ともに27個のアウトを積み上げた仲間たちが駆け寄ると、山本はりりしい表情を緩めた。降り注ぐウオーターシャワーの祝福に、両手を上げて喜んだ。

「ほっとした気持ちと、うれしい気持ちと。そんな感じでした」

わずか15球で2回を封じると、軽やかにグラブをポンっとたたいた。無双を感じさせる姿に、周囲が興奮気味。「結構、早い段階から騒がしかったです。『もう気にすんなよ』と。その声かけが一番気にしちゃってという感じでした」。4回にロッカーへ戻れば、杉本から「お前完全試合意識すんなよ」と早くも声をかけられた。

「(杉本は)1人ホームラン打って気持ち良くなっていたんで。はい。そのせいで多分、四球が出ちゃいました」。6回先頭の安田に初めて出塁を許した後は、内野陣が集結。「なんかみんなが、いらんことばっかり言ったんで(笑い)」。マウンドで思わず笑うほど、自然体で成し遂げた2年連続の偉業。1リーグ時代の沢村栄治、亀田忠以来82年ぶり3人目と、歴史に名を刻んだ。

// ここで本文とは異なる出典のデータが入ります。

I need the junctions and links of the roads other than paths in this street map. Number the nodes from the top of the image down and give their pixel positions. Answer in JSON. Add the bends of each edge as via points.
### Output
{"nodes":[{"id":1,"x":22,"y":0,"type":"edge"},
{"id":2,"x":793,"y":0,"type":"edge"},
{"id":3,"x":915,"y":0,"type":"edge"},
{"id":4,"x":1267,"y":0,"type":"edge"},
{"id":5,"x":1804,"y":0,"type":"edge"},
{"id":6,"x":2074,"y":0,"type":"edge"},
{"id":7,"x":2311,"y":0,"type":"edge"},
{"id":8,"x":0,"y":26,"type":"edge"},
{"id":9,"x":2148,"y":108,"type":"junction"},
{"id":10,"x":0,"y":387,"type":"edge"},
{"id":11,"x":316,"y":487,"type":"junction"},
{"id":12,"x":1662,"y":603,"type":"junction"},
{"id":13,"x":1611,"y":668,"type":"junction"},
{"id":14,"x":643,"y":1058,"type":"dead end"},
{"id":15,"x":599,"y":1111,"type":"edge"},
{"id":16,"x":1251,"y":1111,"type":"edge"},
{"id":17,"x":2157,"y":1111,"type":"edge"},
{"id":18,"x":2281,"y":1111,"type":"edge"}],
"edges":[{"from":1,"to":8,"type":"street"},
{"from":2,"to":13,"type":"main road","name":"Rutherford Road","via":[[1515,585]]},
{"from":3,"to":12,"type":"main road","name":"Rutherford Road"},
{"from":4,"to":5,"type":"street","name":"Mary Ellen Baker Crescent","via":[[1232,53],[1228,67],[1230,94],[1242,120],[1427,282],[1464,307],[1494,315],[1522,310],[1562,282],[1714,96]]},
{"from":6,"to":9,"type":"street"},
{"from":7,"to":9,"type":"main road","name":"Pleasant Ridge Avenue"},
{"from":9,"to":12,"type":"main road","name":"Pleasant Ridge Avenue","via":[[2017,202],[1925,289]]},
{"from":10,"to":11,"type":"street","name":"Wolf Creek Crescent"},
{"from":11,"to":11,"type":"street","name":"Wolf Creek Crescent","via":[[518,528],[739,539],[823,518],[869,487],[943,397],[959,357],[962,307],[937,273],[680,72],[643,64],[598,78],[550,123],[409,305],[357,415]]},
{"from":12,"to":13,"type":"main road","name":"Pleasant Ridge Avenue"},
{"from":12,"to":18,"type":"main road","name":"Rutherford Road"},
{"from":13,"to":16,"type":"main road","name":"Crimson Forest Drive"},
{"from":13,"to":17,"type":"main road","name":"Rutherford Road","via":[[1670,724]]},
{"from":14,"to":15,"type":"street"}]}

今年から左足を上げない新フォームに着手。序盤に結果がついてこないと、外野からは否定的な声も聞こえた。「しっかり練習もたくさんできていますし、高みを目指して練習するというのは、いつもブレずにやれている。それがたまたまいい方向に行っている」。惑わされず貫いた信念が、102球に表れた。

この日はエンゼルスやドジャースなど、大リーグの12球団20人以上のスカウトらが大集結。特にヤンキースは、キャッシュマンGMが自ら最前列で見守った。大リーグ球団関係者は「キャッシュマンGMが来るのは珍しい。田中将大投手以来と聞いた」と話すなど、注目度の高さは一目瞭然。伝え聞いた山本は「注目していただけることはすごくうれしい。もっともっと頑張って、良いボールを投げられるようにしたい」とさらなる進化を誓う。

勝利数、勝率、防御率に続き、8奪三振で三振数もついにリーグトップ。3年連続の4冠も見えてきた。マジック「12」と近づく3連覇とともに、前人未到の道を歩むエースへ熱い視線は止まらない。【磯綾乃】

オリックス中嶋監督 ナイスゲーム、以上! よく打ったというか、点数取ったし。大事なゲームってわかってて、そこをみんなで勝てたというのは大きい。やっぱり山本由伸、さすがです。以上でございます!